Alaska Air Group (ALK) Q1 2026 earnings summary
Event summary combining transcript, slides, and related documents.
Q1 2026 earnings summary
7 May, 2026Executive summary
Reported a Q1 2026 GAAP net loss of $193 million ($1.69 per share) and adjusted net loss of $192 million ($1.68 per share), driven by sharply higher fuel prices and demand softness in key leisure markets due to weather and geopolitical disruptions.
Demand remained resilient overall, with total Q1 revenues up 5% year-over-year to $3.3 billion on 1.7% capacity growth, supported by premium, loyalty, and cargo segments.

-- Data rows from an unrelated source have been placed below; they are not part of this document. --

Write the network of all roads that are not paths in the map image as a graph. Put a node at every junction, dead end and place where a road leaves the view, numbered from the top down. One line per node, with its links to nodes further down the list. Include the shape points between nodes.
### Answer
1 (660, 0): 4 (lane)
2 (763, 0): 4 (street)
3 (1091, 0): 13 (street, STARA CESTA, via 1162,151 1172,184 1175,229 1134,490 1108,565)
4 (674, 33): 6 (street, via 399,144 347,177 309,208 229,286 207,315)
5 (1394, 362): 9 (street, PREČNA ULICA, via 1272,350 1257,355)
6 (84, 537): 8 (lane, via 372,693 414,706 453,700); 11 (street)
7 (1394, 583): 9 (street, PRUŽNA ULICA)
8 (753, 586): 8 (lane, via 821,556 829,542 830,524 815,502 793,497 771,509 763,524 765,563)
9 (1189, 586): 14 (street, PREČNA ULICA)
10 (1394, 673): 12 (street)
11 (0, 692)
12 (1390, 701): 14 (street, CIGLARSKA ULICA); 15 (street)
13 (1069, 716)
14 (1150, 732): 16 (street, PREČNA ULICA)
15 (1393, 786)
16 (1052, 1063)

Achieved major integration milestones, including a single passenger service system and Hawaiian Airlines joining Oneworld, enhancing network and loyalty benefits.
Premium product retrofits and loyalty initiatives drove higher non-main cabin revenue, improved guest satisfaction, and double-digit loyalty growth, especially in Hawai'i.
Management remains confident in long-term EPS targets, citing strong execution on strategic initiatives and a healthy balance sheet, despite suspending full-year guidance amid fuel volatility.
Financial highlights
Q1 2026 revenues reached $3.3 billion, up 5% year-over-year; unit revenues increased 3.5%; premium revenue up 8%, loyalty program revenue up 10–12%, and cargo/other revenue up 23–25%.
Adjusted loss per share was $1.68, ahead of revised expectations; operating cash flow was $421 million.
First quarter unit costs rose 6.3% year-over-year, in line with expectations; CASMex increased to 12.37¢.
Fuel costs were over $100 million higher in Q1, with a $0.70 EPS impact; Q2 fuel costs expected to be $600 million higher, impacting EPS by $3.60.
Net leverage at 3.3x, debt-to-capitalization ratio at 61%, and $2.9 billion in total liquidity.
Outlook and guidance
Q2 capacity expected to be up ~1% year-over-year, focused on long-haul international growth; North America capacity slightly down.
Q2 unit revenues expected to achieve high single-digit to low double-digit gains, with a path to 10% despite Hawaii drag.
Q2 unit costs projected to be 1.5 points above Q1, with normalization expected in the second half of 2026.
Q2 EPS estimated at a loss of ~$1 per share; full-year 2026 guidance suspended due to fuel price volatility.
Long-term EPS target of $10 remains, contingent on fuel normalization and continued execution.